Balita yang sedang aktif-aktifnya berjalan itu, melepaskan diri dari sang bunda saat melihat sesuatu yang menarik. Melangkahkan kaki kecilnya begitu antusias, diantara padatnya lobi hotel.
“Akhil!”
Mendengar namanya dipanggil, Akhil justru mempercepat langkahnya. Tubuh kecilnya yang sesekali masih terhuyung itu, akhirnya berhenti mendadak. Jatuh terduduk setelah menabrak kaki seseorang.
“Maaf, Pak,” ujar Sinar terburu, sedikit menunduk sungkan. “Anak saya lagi senang-senangnya jalan.”
Baru saja Sinar hendak berjongkok untuk membawa Akhil berdiri, tetapi pria tua di depannya lebih dahulu mengangkat balita tersebut.
“Nggak papa.

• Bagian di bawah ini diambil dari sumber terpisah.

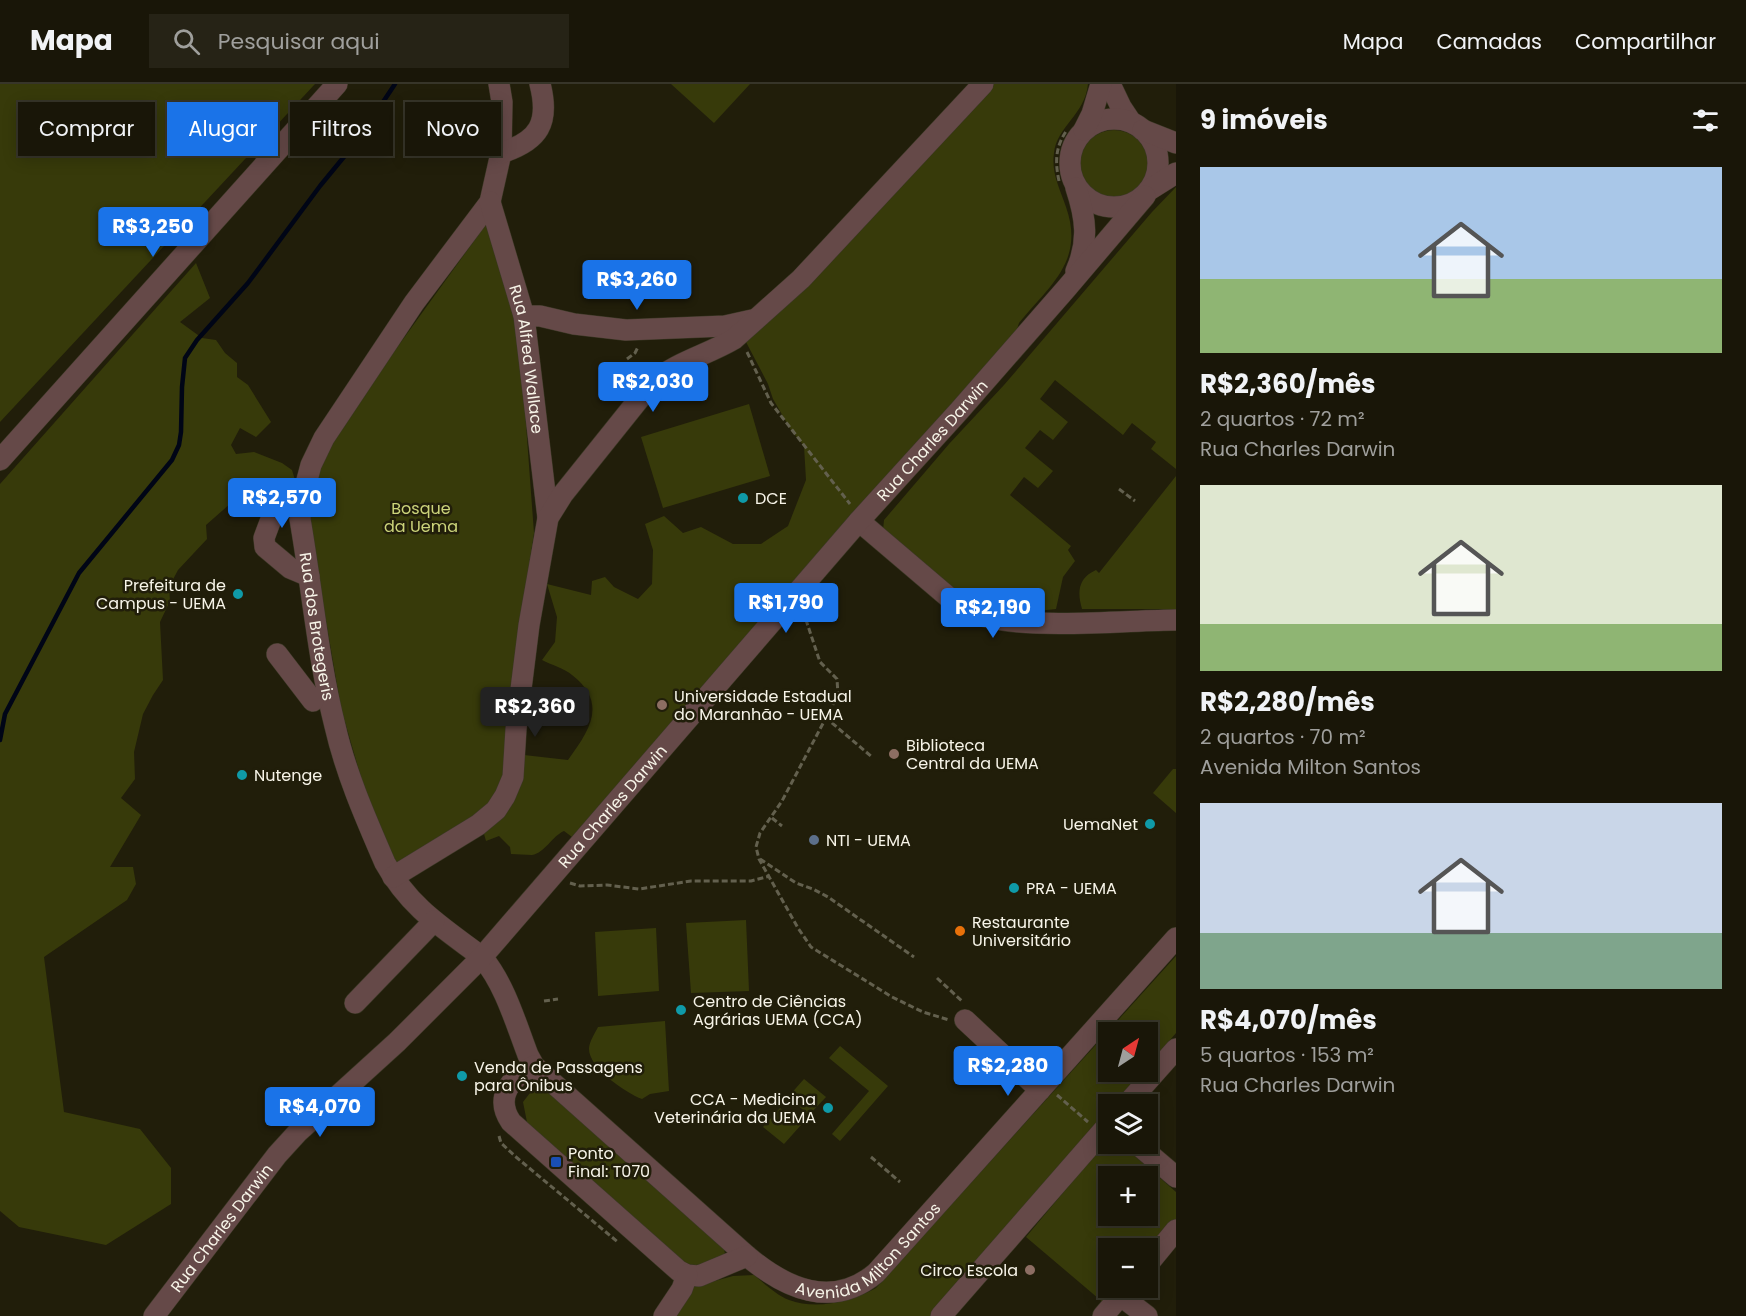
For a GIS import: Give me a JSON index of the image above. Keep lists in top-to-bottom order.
{
  "streets": {
    "street": [
      "Rua Alfred Wallace",
      "Rua Charles Darwin",
      "Rua dos Brotegeris",
      "Avenida Milton Santos"
    ]
  },
  "crossings": [
    ["Rua Alfred Wallace", "Rua dos Brotegeris"],
    ["Rua Charles Darwin", "Rua dos Brotegeris"],
    ["Rua Charles Darwin", "Avenida Milton Santos"],
    ["Rua dos Brotegeris", "Avenida Milton Santos"]
  ],
  "parks": ["Bosque da Uema"],
  "places": {
    "other": [
      "DCE",
      "Prefeitura de Campus - UEMA",
      "Universidade Estadual do Maranhão - UEMA",
      "Biblioteca Central da UEMA",
      "Nutenge",
      "UemaNet",
      "NTI - UEMA",
      "PRA - UEMA",
      "Restaurante Universitário",
      "Centro de Ciências Agrárias UEMA (CCA)",
      "Venda de Passagens para Ônibus",
      "CCA - Medicina Veterinária da UEMA",
      "Circo Escola"
    ],
    "transit": ["Ponto Final: T070"]
  },
  "north": "top right",
  "page": {
    "header": "Mapa",
    "search": "Pesquisar aqui",
    "nav": ["Mapa", "Camadas", "Compartilhar"],
    "heading": "9 imóveis",
    "chip": [
      "Comprar",
      "Alugar",
      "Filtros",
      "Novo"
    ],
    "list": [
      {
        "name": "R$2,360/mês",
        "note": "2 quartos · 72 m² · Rua Charles Darwin"
      },
      {
        "name": "R$2,280/mês",
        "note": "2 quartos · 70 m² · Avenida Milton Santos"
      },
      {
        "name": "R$4,070/mês",
        "note": "5 quartos · 153 m² · Rua Charles Darwin"
      }
    ],
    "price": [
      "R$3,250",
      "R$3,260",
      "R$2,030",
      "R$2,570",
      "R$1,790",
      "R$2,190",
      "R$2,360",
      "R$2,280",
      "R$4,070"
    ],
    "map_buttons": ["+", "−"]
  }
}
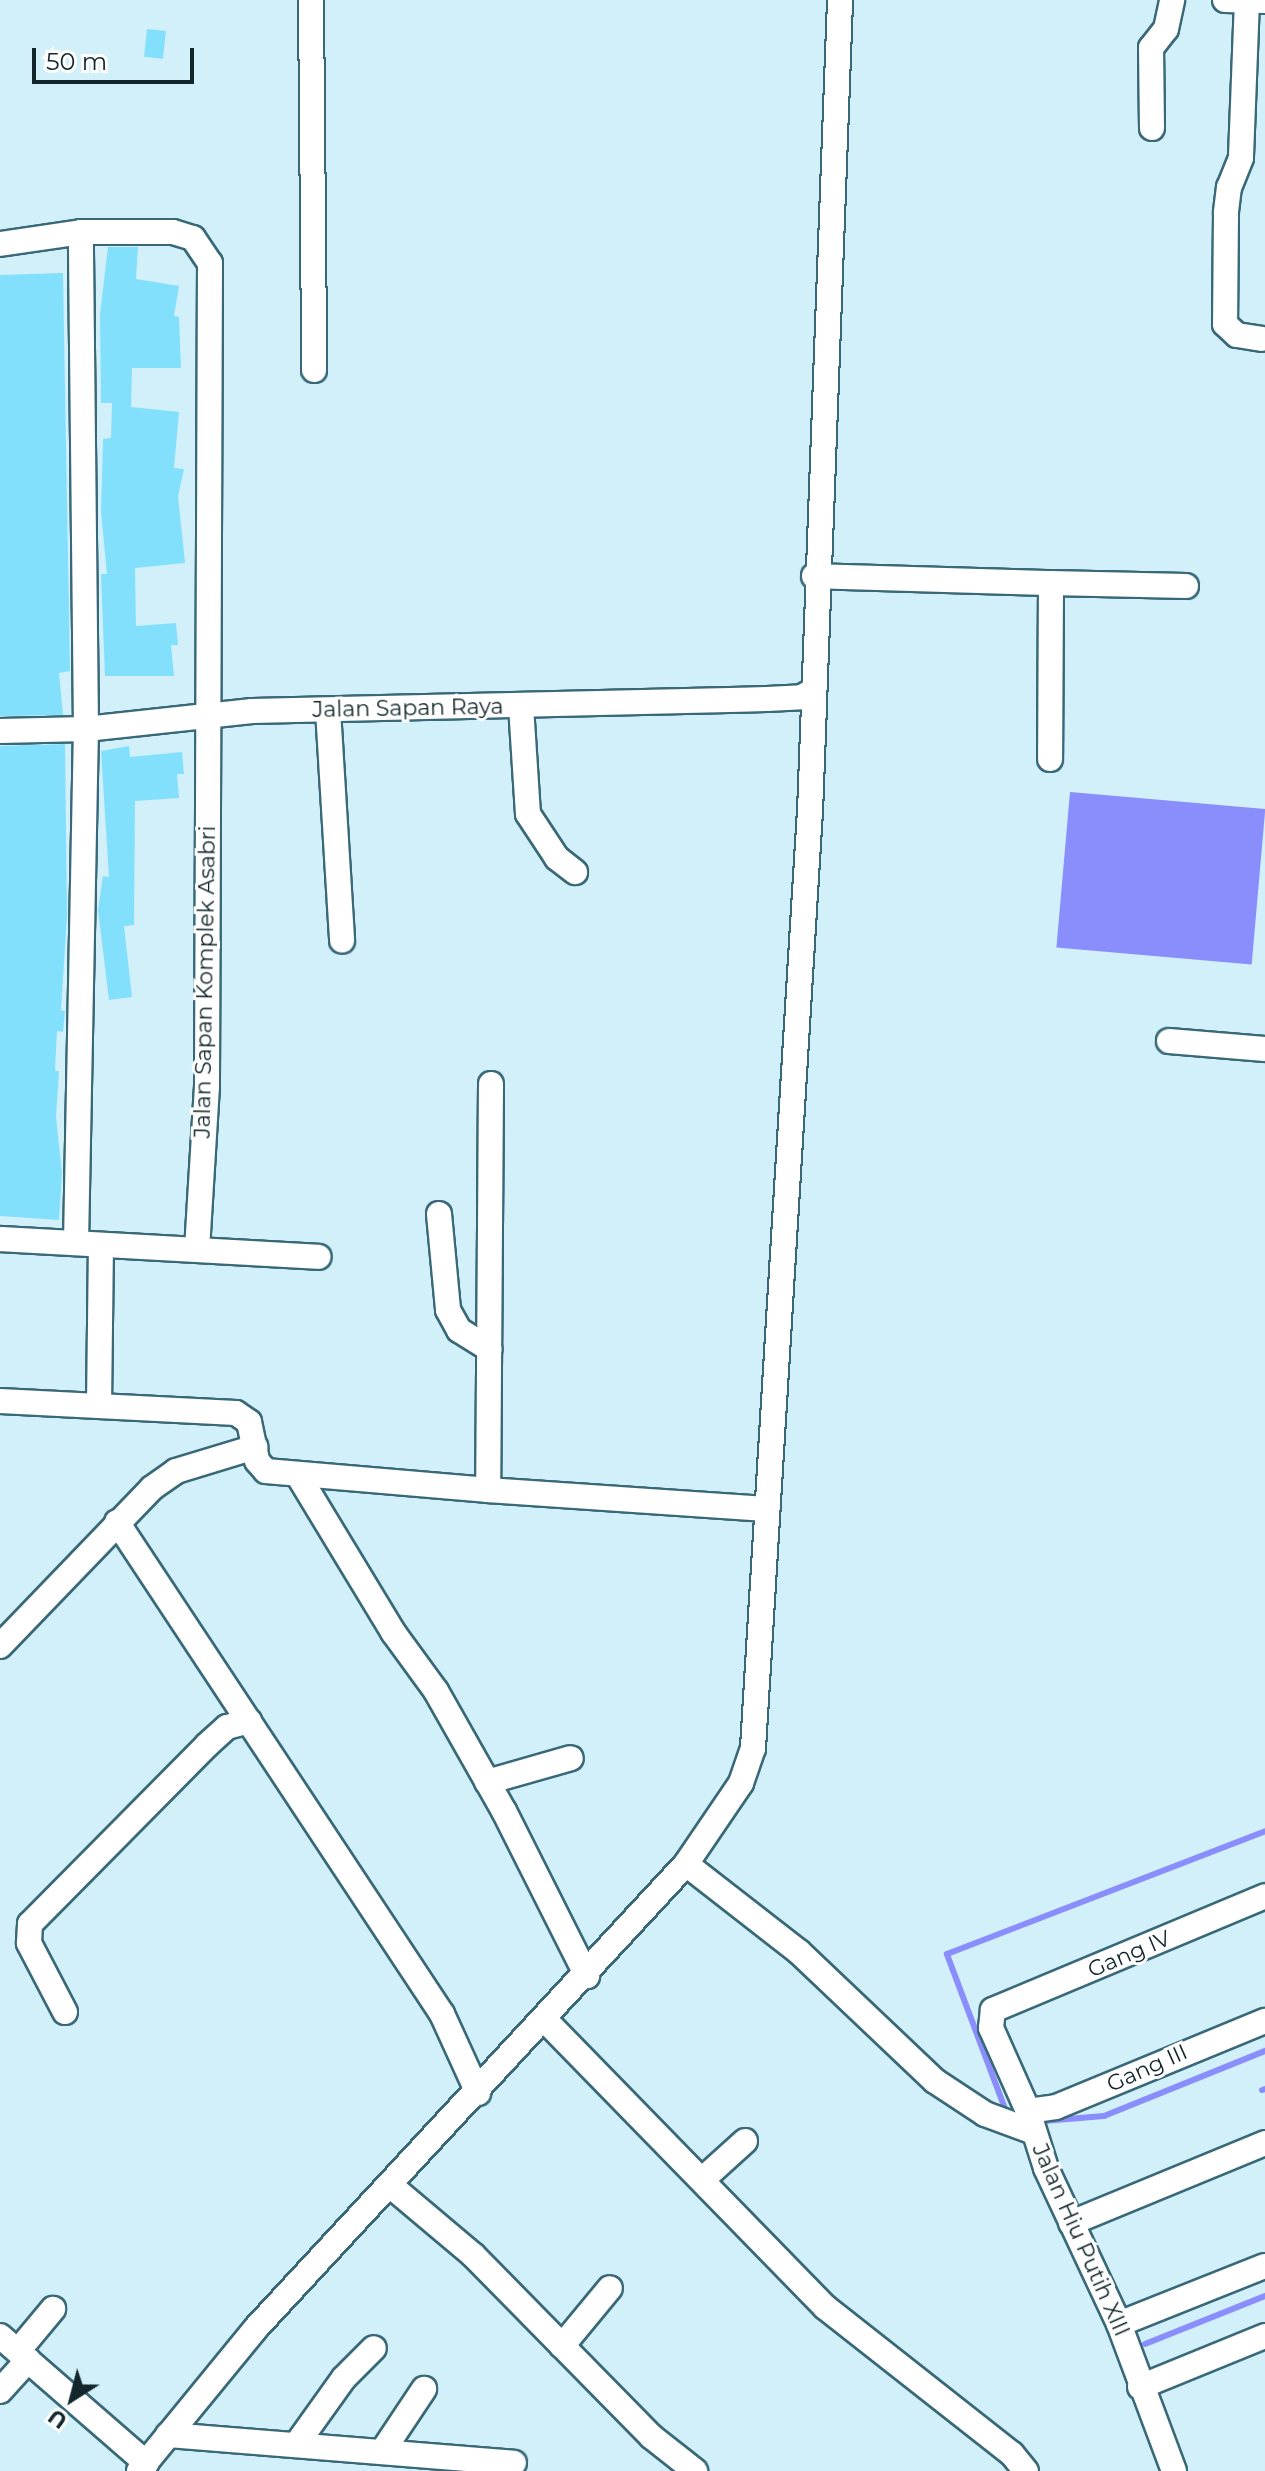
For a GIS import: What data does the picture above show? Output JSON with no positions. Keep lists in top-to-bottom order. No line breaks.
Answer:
{"streets":{"street":["Jalan Sapan Raya","Jalan Sapan Komplek Asabri","Gang IV","Gang III","Jalan Hiu Putih XIII"]},"crossings":[["Jalan Sapan Raya","Jalan Sapan Komplek Asabri"],["Gang IV","Jalan Hiu Putih XIII"],["Gang III","Jalan Hiu Putih XIII"]],"scale_bar":"50 m","north":"bottom left"}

Siapa tadi namanya?”
“Akhil.” Sinar memasang senyum ramah. Mengingat-ingat, sepertinya ia pernah melihat pria tua tersebut.
Namun, di mana?
“Sepertinya, saya nggak asing sama Bapak,” ucap Sinar. “Pernah lihat di mana, ya.”
“Di koran barangkali atau tivi.”
Ah, ya!
Wajar rasanya jika Sinar bertemu dengan pejabat atau pengusaha terkenal di lobi hotel berbintang.
Namun, tatapan Sinar beralih cepat ketika Pras tiba-tiba merampas Akhil dari pria tua itu. Tidak hanya Akhil, tetapi sejurus kemudian tubuhnya tertarik cepat. Pras tahu-tahu sudah menggenggam erat pergelangan tangannya dan membawa Sinar pergi tanpa aba-aba.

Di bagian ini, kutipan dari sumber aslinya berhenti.